Do you expect the defensive performance to improve, or are we headed for 2011 all over again?— Brett Bosse (@brett8055) September 28, 2017
MG: Brett, they are near or at the bottom of every important defensive category there is. Who the hell saw this coming? Certainly not the guys with the big brains in Foxboro (Hello Bill and Nick and Matt). I think some of this is scheme related. The Pats haven’t fully gone into attack mode with their secondary and all these zones don’t play to the strength of the corners, arguably the strongest part of that unit (on paper at least). In that regard, it reminds me of 2014. They played more zone early on with Darrelle Revis and some (not me) were wondering where the old Revis was. Then Brandon Browner came back from suspension and it changed. Perhaps once they shore up communication issues from front to back, it’ll improve drastically.

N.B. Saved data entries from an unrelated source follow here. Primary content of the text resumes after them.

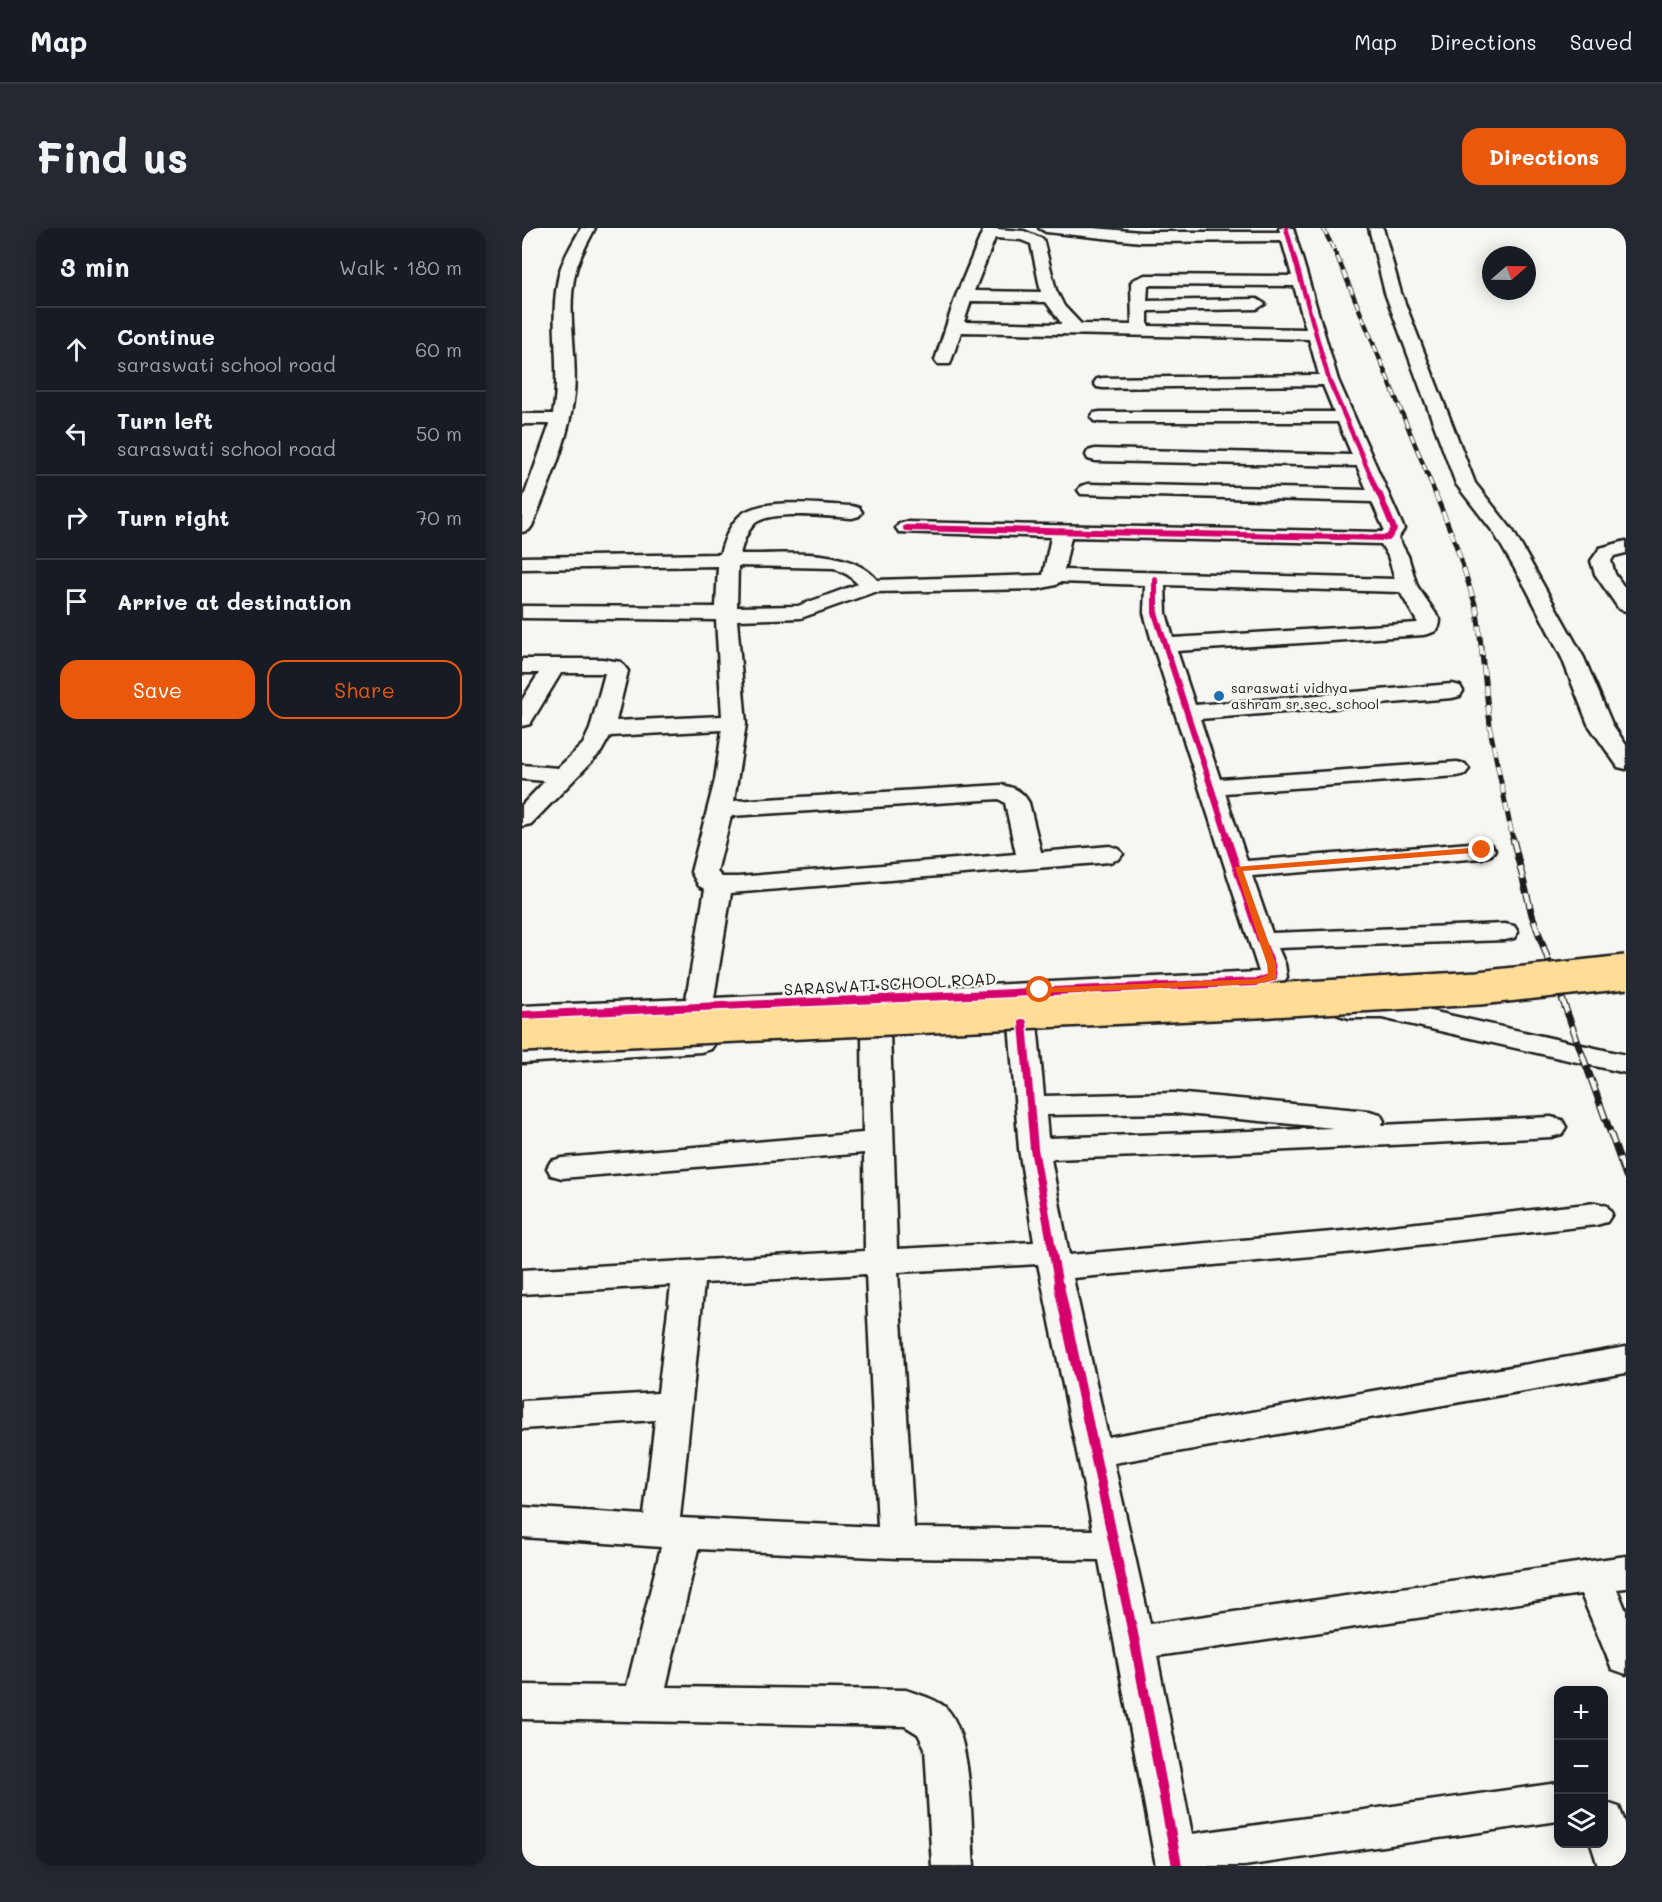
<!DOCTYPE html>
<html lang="en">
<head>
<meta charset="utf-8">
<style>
	:root { --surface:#171b24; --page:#242831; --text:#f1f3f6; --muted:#9ea1a6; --line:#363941; --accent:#ea580c }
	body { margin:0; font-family:Mali,sans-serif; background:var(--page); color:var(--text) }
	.controls { position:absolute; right:18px; bottom:18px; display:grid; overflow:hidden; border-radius:12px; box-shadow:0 3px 15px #0003 }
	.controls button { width:54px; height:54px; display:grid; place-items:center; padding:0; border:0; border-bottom:2px solid var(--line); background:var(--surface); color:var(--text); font:30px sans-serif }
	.compass { position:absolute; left:960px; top:18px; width:54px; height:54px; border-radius:50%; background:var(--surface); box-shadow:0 3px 15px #0003; rotate:70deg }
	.stop { position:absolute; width:18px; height:18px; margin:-14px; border:4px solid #ea580c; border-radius:50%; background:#fff }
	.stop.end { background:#ea580c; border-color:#fff; box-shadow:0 2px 6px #0008 }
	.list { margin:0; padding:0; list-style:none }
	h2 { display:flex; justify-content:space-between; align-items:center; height:78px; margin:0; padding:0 24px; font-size:26px }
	h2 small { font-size:20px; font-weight:400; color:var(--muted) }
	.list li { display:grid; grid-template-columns:39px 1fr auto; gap:18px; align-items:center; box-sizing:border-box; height:84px; padding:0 24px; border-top:2px solid var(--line) }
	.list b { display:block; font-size:22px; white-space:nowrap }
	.list p { margin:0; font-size:20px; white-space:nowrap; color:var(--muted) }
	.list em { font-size:20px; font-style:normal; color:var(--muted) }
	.actions { display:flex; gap:12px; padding:18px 24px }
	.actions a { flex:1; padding:14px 0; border:2px solid var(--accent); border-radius:18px; text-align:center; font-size:21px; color:var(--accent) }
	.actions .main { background:var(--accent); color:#fff }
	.icon { flex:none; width:33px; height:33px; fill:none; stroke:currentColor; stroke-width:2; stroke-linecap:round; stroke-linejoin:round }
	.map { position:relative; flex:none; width:1104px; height:1638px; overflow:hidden; border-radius:18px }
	header { display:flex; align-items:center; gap:36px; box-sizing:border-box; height:84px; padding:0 30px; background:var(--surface); border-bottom:2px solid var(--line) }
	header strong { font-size:28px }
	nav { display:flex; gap:33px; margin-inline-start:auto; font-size:21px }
	.intro { display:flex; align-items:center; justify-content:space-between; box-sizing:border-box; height:144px; padding:0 36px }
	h1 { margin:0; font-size:42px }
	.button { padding:15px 27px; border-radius:18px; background:var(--accent); color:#fff; font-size:21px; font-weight:700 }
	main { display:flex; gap:36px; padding:0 36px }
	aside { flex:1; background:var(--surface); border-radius:18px; box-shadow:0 3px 15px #0003 }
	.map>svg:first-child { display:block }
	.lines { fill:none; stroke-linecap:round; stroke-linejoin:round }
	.street-casing { stroke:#1c1c1c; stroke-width:5 }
	.street { fill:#f6f6f2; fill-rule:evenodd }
	.rail-far2-casing { stroke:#1c1c1c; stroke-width:4.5 }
	.rail-far1-casing { stroke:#1c1c1c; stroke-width:5 }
	.rail-casing { stroke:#1c1c1c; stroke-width:7 }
	.rail-far2 { stroke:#f6f6f2; stroke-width:3; stroke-dasharray:8; stroke-linecap:butt }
	.rail-far1 { stroke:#f6f6f2; stroke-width:4; stroke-dasharray:10; stroke-linecap:butt }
	.rail { stroke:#f6f6f2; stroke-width:4.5; stroke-dasharray:14; stroke-linecap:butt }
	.highway-bridge-casing { stroke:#1c1c1c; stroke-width:38; stroke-linecap:butt }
	.highway-bridge { stroke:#ffdd96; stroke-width:33 }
	.cycleway-far3-casing { stroke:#f6f6f2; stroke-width:7 }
	.cycleway-far2-casing { stroke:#f6f6f2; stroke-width:9 }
	.cycleway-far1-casing { stroke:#f6f6f2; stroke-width:11 }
	.cycleway-casing { stroke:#f6f6f2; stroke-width:14 }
	.cycleway-far3 { stroke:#d6006c; stroke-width:4.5 }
	.cycleway-far2 { stroke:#d6006c; stroke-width:6 }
	.cycleway-far1 { stroke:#d6006c; stroke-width:8 }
	.cycleway { stroke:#d6006c; stroke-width:10 }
	.route { fill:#ea580c }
	.poi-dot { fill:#1f6fb2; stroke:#f6f6f2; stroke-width:2 }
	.labels { text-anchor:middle; stroke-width:5; stroke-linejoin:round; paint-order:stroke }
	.far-poi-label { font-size:14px; fill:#1c1c1c; stroke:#f6f6f2; text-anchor:start }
	.street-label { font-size:16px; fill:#1c1c1c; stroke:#f6f6f2 }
</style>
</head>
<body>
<header>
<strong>Map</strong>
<nav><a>Map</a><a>Directions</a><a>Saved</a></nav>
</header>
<div class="intro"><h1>Find us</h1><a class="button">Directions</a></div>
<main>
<aside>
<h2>3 min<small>Walk · 180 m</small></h2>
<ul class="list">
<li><svg class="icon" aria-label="ahead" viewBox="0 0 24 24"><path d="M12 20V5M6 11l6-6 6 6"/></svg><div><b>Continue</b><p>saraswati school road</p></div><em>60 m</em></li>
<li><svg class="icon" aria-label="left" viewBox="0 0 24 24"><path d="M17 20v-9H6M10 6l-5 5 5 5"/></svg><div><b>Turn left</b><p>saraswati school road</p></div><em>50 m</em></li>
<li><svg class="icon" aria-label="right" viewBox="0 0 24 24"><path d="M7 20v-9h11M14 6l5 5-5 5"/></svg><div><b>Turn right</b></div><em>70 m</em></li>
<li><svg class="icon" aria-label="arrive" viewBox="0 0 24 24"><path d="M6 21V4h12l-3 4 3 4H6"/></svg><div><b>Arrive at destination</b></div></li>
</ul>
<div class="actions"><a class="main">Save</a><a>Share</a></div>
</aside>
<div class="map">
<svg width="1104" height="1638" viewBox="0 0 1104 1638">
	<rect width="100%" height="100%" fill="#f6f6f2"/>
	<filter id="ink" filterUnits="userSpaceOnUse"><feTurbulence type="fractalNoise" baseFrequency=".0167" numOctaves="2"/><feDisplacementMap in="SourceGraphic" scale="12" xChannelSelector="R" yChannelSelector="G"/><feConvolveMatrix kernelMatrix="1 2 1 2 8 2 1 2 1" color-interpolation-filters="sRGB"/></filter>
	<g filter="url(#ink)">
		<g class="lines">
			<defs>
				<g id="street">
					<path d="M59,0H73C66,15 56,30 53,46C44,86 56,126 52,166C47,212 27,256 10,298L7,302L0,304V274L28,196H0V186H31C40,140 26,92 37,46C41,30 51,15 59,0Z"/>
					<path d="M462,0L502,3L521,11L534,62L542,78L559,96L610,97L609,55L611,52L623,47L770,48L760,13L619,14L524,4L517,0H571L619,4H758L757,0H771L816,152L882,301L876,310L886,328L895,358L918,392C918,403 911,405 901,407L655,423L673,477L930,456L938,458L941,463L938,468L930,470L678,491L698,551L935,534L943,536L947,541L943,546L935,548L703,565L725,633L960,614L969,617L973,622L969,627L960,630L730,648L750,705L983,696L992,698L996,704L992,710L983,712L756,720L763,736L765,749L761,755L734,762L0,796V778L164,771L183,661L177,658L169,644L193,552L200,502L88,508L79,524L9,596L0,598V577L23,553L0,551V537L36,540L61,516L68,501L83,445H39L8,496L0,498V472L17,445H0V431H80L99,434L106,443L94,493L200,488L194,392L0,390V378L194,379L196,338L0,341V329L198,326C202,312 208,295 220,286C244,269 301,277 330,278L337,280L340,284L337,288L330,290C308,289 248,281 232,296C224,305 221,315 218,326C260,327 326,317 355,352L521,347L529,309L377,304L374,300L377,296L384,294L860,304L862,301L850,274L559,266L556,262L559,258L566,256L845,262L835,238L573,233L566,231L564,227L566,223L573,221L830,227L816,194H578L572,193L569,189L572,185L578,184H812L801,157L581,160L575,159L572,155L575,151L581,150L797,147L787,111L439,104L428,136H416L413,132L434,68ZM473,10L499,12L509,16L519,64L452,63ZM626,57L772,58L784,101L626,98V83L735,81L743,76L735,71L625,73ZM449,73L524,74L540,96L442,94ZM549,309L859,316L866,328L873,351L542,342ZM216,338L312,340L326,347L336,356L276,378L215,379ZM537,354L623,357L622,385L631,417L737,744L192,770L209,665L588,634L597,631L601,626L597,621L588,618L519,624L507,575C500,562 493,560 479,557L212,573L224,496L215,392L279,390L352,364L516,361L534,357ZM643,357L878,364L896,395L651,410L644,385ZM477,571L483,575L494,626L216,649H200L195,644L209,588Z"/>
					<polygon points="847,0 861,0 879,65 953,255 991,303 1062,430 1090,496 1104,517 1104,541 1096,539 1066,496 1040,430 1004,360 972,305 934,256 863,65"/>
					<polygon points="1104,313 1104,325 1092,328 1089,333 1093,346 1104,362 1104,383 1097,381 1073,346 1069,333 1078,320"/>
					<polygon points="827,772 860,772 1104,827 1104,845 860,790 827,790 817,787 813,781 817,775"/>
					<path d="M501,786L511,789L515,795L522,868L652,865L847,883L858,886L862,893L859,897L1029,889L1040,892L1044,899L1040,906L1029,909L707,925L529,931L547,1027L833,1002L1074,975L1085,978L1090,986L1085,994L1074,997L833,1024L551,1050L586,1209L1104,1119V1145L592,1235L628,1396L1104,1328V1360L1095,1361L1104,1383V1446L1090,1441L1059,1366L635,1428L670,1606L1036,1555V1593L722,1638H634L577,1332L375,1330L176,1321L144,1459L384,1462C397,1467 412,1470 423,1479C451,1504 449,1600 452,1638H410L403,1520L396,1506L383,1498L0,1491V1457L105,1458L139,1319L0,1309V1279L122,1287L133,1192L0,1201V1173L136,1165L149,1057L0,1066V1042L343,1023L342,925L40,950L29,947L25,940L29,933L40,930L341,905L340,804L344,798L354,795L364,798L368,804L375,1021L512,1014L497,921L487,795L491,789ZM652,885L812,900L526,910L524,887ZM516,1036L571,1302L392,1300L376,1044ZM344,1046L356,1299L158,1290L182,1055Z"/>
					<polygon points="179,806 189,809 193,815 189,821 179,824 0,835 0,817"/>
					<polygon points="1082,1574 1097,1579 1104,1597 1104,1638 1076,1638 1069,1616 1082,1616"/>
				</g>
			</defs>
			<!-- street casing -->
			<use href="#street" class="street-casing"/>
			<!-- street -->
			<use href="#street" class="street"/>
			<defs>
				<polyline id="rail-far2" points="801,0 815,28 914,267"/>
				<polyline id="rail-far1" points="913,265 933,314 955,382 969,506 991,612"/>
				<polyline id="rail" points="991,611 1010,687 1104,948"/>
			</defs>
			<!-- rail-far2 casing -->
			<use href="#rail-far2" class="rail-far2-casing"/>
			<!-- rail-far1 casing -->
			<use href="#rail-far1" class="rail-far1-casing"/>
			<!-- rail casing -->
			<use href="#rail" class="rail-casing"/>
			<!-- rail-far2 -->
			<use href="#rail-far2" class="rail-far2"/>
			<!-- rail-far1 -->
			<use href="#rail-far1" class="rail-far1"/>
			<!-- rail -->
			<use href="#rail" class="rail"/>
			<defs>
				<polyline id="highway-bridge" points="0,807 734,773 957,760 1104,744"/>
			</defs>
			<!-- highway-bridge casing -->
			<use href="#highway-bridge" class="highway-bridge-casing"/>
			<!-- highway-bridge -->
			<use href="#highway-bridge" class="highway-bridge"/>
			<defs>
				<polyline id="cycleway-far3" points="764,0 807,152 857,267"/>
				<g id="cycleway-far2">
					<polyline points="384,300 866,310 872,301 857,265"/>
					<polyline points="633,351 633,385 706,612"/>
				</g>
				<g id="cycleway-far1">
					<polyline points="0,787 734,754 751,749 749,736 739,713 705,611"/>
					<polyline points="501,795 512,921 537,1059"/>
				</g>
				<polyline id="cycleway" points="537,1058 613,1415 655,1638"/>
			</defs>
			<!-- cycleway-far3 casing -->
			<use href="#cycleway-far3" class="cycleway-far3-casing"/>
			<!-- cycleway-far2 casing -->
			<use href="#cycleway-far2" class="cycleway-far2-casing"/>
			<!-- cycleway-far1 casing -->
			<use href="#cycleway-far1" class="cycleway-far1-casing"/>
			<!-- cycleway casing -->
			<use href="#cycleway" class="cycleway-casing"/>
			<!-- cycleway-far3 -->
			<use href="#cycleway-far3" class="cycleway-far3"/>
			<!-- cycleway-far2 -->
			<use href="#cycleway-far2" class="cycleway-far2"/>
			<!-- cycleway-far1 -->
			<use href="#cycleway-far1" class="cycleway-far1"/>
			<!-- cycleway -->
			<use href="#cycleway" class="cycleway"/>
		</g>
	</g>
	<!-- route -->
	<polygon class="route" points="960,619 963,620 963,624 721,643 754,736 754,751 734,756 518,765 514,762 518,760 734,751 746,747 745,736 713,639"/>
	<!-- markers -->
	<circle class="poi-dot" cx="697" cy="468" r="6"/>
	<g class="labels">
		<!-- far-poi labels -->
		<g class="far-poi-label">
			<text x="709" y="465">saraswati vidhya<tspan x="709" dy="16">ashram sr.sec. school</tspan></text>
		</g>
		<!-- street labels -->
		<g class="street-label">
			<text transform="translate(368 756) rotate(-3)" y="6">SARASWATI SCHOOL ROAD</text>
		</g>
	</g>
</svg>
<div class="controls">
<button>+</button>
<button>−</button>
<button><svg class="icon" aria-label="layers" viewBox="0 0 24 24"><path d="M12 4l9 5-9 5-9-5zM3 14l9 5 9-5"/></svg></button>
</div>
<svg class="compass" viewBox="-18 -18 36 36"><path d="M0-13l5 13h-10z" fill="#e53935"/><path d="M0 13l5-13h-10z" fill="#9ea1a6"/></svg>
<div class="stop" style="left:518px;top:762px"></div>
<div class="stop end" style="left:960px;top:622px"></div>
</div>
</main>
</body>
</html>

I also think it’s on players like Stephon Gilmore, Devin McCourty, Alan Branch and Patrick Chung to play better. They’re not at the level expected nor needed.
What potential trade chips do the Patriots have to acquire some help on defense?— John Appleton (@jaa0109) September 28, 2017
MG: Apple, they’ve gone into the well a little bit in terms of dealing draft picks and I wonder if at some point they don’t look to recoup one or two of those lost picks/opportunities. That said, you could look at the places where they have depth - running back and…wait, they don’t have many spots with extra bodies. Think someone is going to have to get creative if they want to add a piece in the coming weeks.
Dwayne Allen. WTH?— John Appleton (@jaa0109) September 28, 2017
MG: It’s not as bad as it looks. He’s a blocker. That’s what he’s here for. He hasn’t been overwhelming in that regard but he hasn’t stunk up the joint either. I will agree, however, that throwing the ball in his general direction has not gone well.
How do Patriots prepare for a highly mobile quarterback like Texans, Panthers when that's tough to replicate in practice?— DocFlynn (@jessdeede) September 28, 2017
MG: The good doctor checking in. There have been times where the Patriots have deployed a running back or wide receiver in that role of mobile QB to help prepare the defense for the super and sudden movements, but mostly, it’s on the backup QB or QBs to study the opposing QB, adopt some of his mannerisms and playing style and do their damnedest to duplicate it.